(Beginning of Task input)

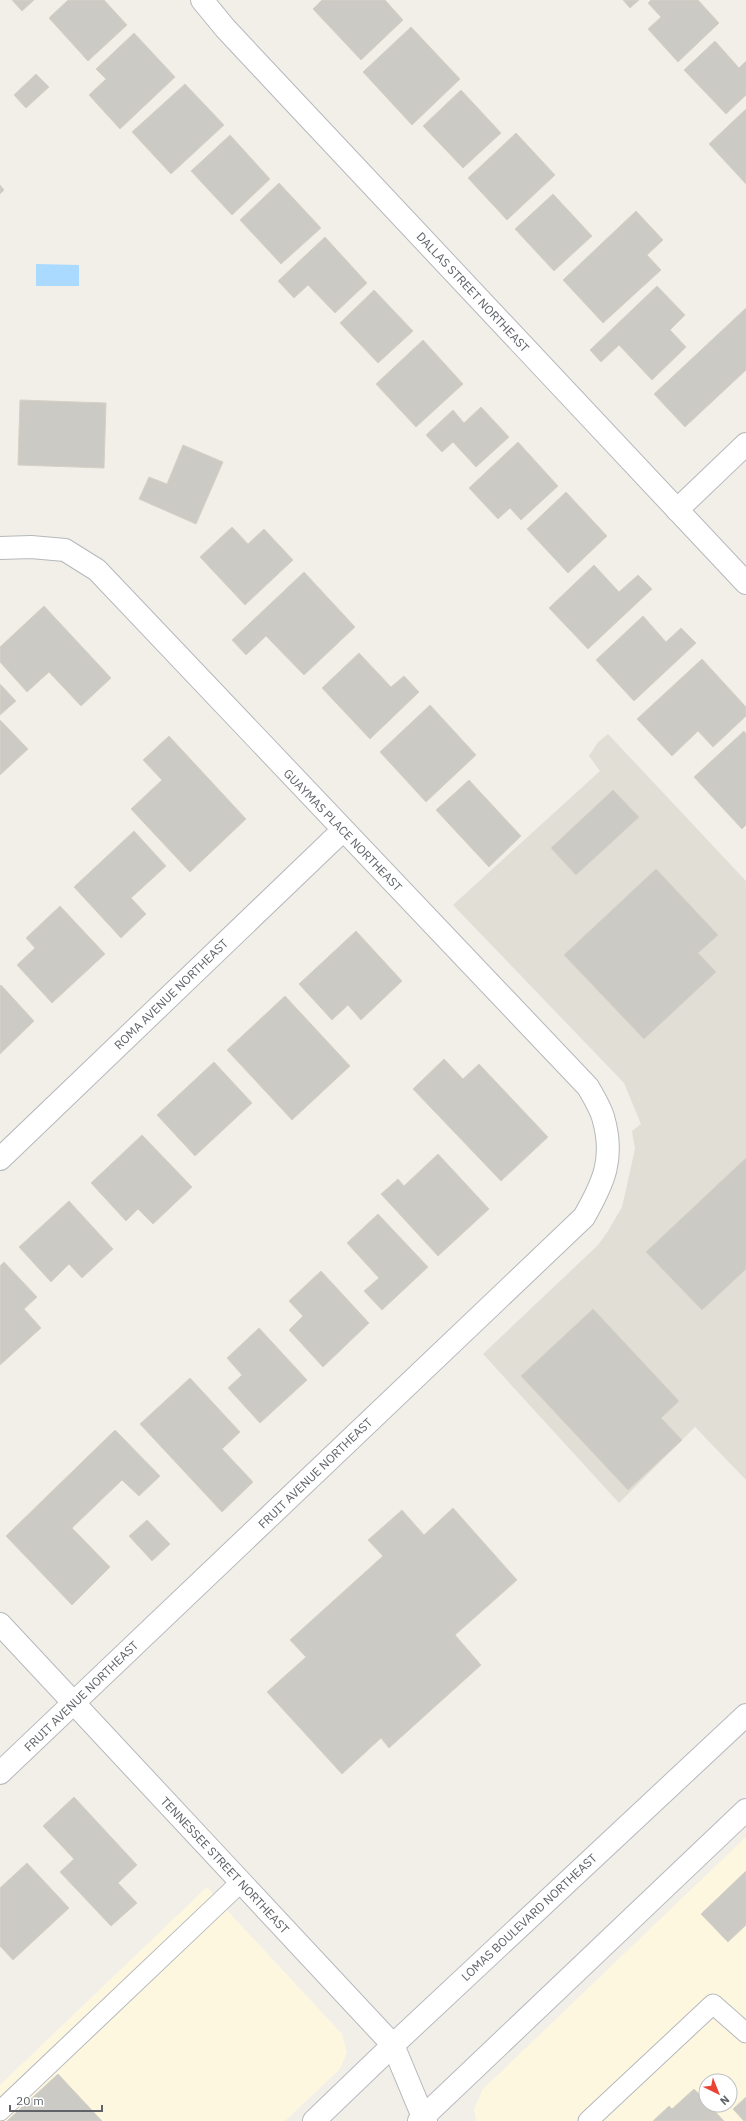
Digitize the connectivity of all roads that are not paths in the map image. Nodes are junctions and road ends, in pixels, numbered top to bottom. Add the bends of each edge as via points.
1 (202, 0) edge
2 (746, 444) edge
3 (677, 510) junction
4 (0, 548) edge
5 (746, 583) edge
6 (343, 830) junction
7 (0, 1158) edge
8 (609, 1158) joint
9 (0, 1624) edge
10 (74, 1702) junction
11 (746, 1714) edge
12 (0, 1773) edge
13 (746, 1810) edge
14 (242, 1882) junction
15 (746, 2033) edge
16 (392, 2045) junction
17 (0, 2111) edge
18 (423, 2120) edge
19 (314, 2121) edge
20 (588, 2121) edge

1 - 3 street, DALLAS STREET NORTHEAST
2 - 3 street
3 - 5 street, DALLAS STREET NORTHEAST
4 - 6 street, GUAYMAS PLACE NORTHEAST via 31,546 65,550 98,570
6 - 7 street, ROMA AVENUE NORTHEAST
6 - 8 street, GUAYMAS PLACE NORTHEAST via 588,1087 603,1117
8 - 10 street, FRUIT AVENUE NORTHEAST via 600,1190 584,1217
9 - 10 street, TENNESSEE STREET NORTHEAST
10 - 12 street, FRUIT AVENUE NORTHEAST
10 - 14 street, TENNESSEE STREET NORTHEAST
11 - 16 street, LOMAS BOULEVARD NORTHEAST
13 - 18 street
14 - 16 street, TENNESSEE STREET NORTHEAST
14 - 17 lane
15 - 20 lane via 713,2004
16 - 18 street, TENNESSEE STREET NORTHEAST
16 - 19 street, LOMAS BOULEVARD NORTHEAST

(End of Task input)

Restate the records above in full and word for word, but do not carry over any pictures.

Digitize the connectivity of all roads that are not paths in the map image. Nodes are junctions and road ends, in pixels, numbered top to bottom. Add the bends of each edge as via points.
1 (202, 0) edge
2 (746, 444) edge
3 (677, 510) junction
4 (0, 548) edge
5 (746, 583) edge
6 (343, 830) junction
7 (0, 1158) edge
8 (609, 1158) joint
9 (0, 1624) edge
10 (74, 1702) junction
11 (746, 1714) edge
12 (0, 1773) edge
13 (746, 1810) edge
14 (242, 1882) junction
15 (746, 2033) edge
16 (392, 2045) junction
17 (0, 2111) edge
18 (423, 2120) edge
19 (314, 2121) edge
20 (588, 2121) edge

1 - 3 street, DALLAS STREET NORTHEAST
2 - 3 street
3 - 5 street, DALLAS STREET NORTHEAST
4 - 6 street, GUAYMAS PLACE NORTHEAST via 31,546 65,550 98,570
6 - 7 street, ROMA AVENUE NORTHEAST
6 - 8 street, GUAYMAS PLACE NORTHEAST via 588,1087 603,1117
8 - 10 street, FRUIT AVENUE NORTHEAST via 600,1190 584,1217
9 - 10 street, TENNESSEE STREET NORTHEAST
10 - 12 street, FRUIT AVENUE NORTHEAST
10 - 14 street, TENNESSEE STREET NORTHEAST
11 - 16 street, LOMAS BOULEVARD NORTHEAST
13 - 18 street
14 - 16 street, TENNESSEE STREET NORTHEAST
14 - 17 lane
15 - 20 lane via 713,2004
16 - 18 street, TENNESSEE STREET NORTHEAST
16 - 19 street, LOMAS BOULEVARD NORTHEAST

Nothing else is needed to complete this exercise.